Addressing a news conference after attending the economic team’s meeting, Adviser on Finance Sheikh said, “The country is heading towards stability as the dollar reserves are rising and rupee is maintaining stability.

“The government has not added any debt from the State Bank during the past four months while $2.1 billion loan taken during the tenure of the previous governments has been repaid.”

Shaikh was flanked by economic affairs minister, FBR chairman and special assistant on information.

Shaikh said that the country's foreign exchange reserves and exports had started rising after a lapse of five years while a 16% increase in revenues was reported by the FBR.

“The trade deficit is on a continuous decline while the stock market has been showing improvements over the past several weeks,” said Shaikh. “The IMF has given a go ahead for the second instalment realising that Pakistan has fulfilled its commitments, while IMF president has also lauded the economic reforms in Pakistan.”

Shaikh announced that the government had earmarked an additional Rs30 billion for Pakistan Housing Scheme. “The construction companies will be given tax exemptions,” he said, adding that the government had also reserved another Rs100 billion to facilitate exporters.

“In addition, we have allocated Rs30 billion for tax refund while Rs250 billion has been allocated for circular debt repayment. We can progress when the country is earning dollars. There has been a remarkable improvement in international trade as our exports have risen by 4%,” said Shaikh. “On the other hand, the foreign exchange reserves.”

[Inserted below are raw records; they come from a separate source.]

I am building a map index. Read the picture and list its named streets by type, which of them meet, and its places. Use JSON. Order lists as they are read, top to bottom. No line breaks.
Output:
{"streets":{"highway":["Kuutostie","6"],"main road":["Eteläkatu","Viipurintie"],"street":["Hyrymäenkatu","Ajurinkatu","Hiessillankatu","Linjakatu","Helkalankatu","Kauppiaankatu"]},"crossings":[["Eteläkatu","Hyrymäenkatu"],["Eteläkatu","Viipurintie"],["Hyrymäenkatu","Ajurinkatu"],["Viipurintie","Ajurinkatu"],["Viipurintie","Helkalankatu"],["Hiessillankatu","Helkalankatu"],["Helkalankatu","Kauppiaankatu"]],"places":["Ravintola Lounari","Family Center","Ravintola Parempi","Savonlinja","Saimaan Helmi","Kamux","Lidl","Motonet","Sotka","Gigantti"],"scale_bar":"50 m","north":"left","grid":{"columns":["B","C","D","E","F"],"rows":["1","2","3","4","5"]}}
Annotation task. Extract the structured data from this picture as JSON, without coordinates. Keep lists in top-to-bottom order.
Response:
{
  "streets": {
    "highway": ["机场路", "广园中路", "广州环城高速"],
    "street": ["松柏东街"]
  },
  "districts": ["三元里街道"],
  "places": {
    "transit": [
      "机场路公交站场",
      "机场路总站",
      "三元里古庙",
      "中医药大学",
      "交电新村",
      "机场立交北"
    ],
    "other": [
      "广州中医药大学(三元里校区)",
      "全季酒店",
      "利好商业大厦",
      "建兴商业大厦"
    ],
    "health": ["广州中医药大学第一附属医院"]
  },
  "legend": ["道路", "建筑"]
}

Shaikh also announced that the State Bank had increased the loan limit for commercial banks by Rs100 billion, adding that the incentives given to the business community had started bearing positive results for the economy.

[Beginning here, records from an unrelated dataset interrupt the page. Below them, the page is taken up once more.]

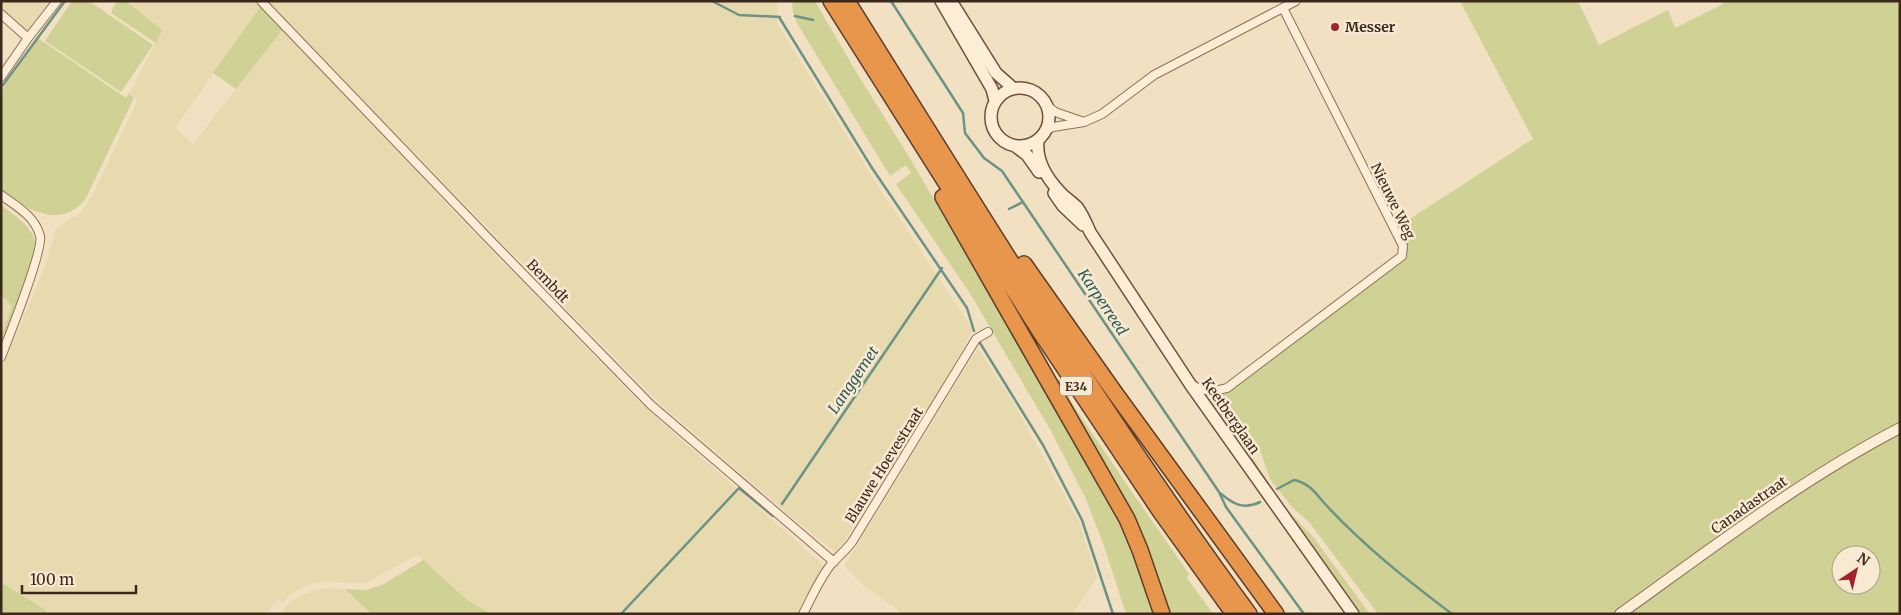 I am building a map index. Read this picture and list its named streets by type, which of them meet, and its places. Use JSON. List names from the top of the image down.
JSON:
{
  "streets": {
    "highway": ["E34"],
    "main road": ["Keetberglaan"],
    "street": [
      "Nieuwe Weg",
      "Bembdt",
      "Blauwe Hoevestraat",
      "Canadastraat"
    ]
  },
  "crossings": [
    ["Nieuwe Weg", "Keetberglaan"],
    ["Bembdt", "Blauwe Hoevestraat"]
  ],
  "water": ["Karperreed", "Langgemet"],
  "places": ["Messer"],
  "scale_bar": "100 m",
  "north": "top right"
}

“The domestic tax net has increased by 21% while the FBR tax collection has seen a rise of 16%,” said Shaikh, adding that the exporters would be given an additional Rs200 billion in the form of subsidies, while Rs30 billion would be given to businessmen on an immediate basis.
The finance adviser said, “We released 600,000 tonnes of wheat in the market due to which it price decreased.”

He said, “Unfortunately, some products are being smuggled from Pakistan to Afghanistan and Central Asia. However, we are taking measures to combat smuggling.”

Shaikh said, “The Centre is deliberating with all four provinces over the issue of the NFC Award. We have no objection if someone wants tax refund in the form of cash rather than bond. We have set aside Rs30 billion as cash against cancelled bonds. The government will pay off the circular debt by borrowing Rs250 billion.”

The finance adviser announced that the government allocated Rs152 billion for erstwhile Fata in the budget, “something which is unprecedented in country's history”.

Shaikh said the government slashed its expenditures and decided not to borrow from the State Bank. “We have not ordered printing of new currency notes during the past four months,” he added.
Federal Minister Hammad Azhar said the country's foreign exchange reserves were showing stability while the reserves had increased by $1.2 billion since July. “The government as well as the State Bank will bear Rs200 billion subsidy for exporters. We have also decided to reserve an additional Rs6 billion for the Utility Stores Corporation,” said Azhar.
Special Assistant Firdous said, “It is for the first time in the country's history that the government is focusing on boosting the national treasury instead of embezzling public funds.”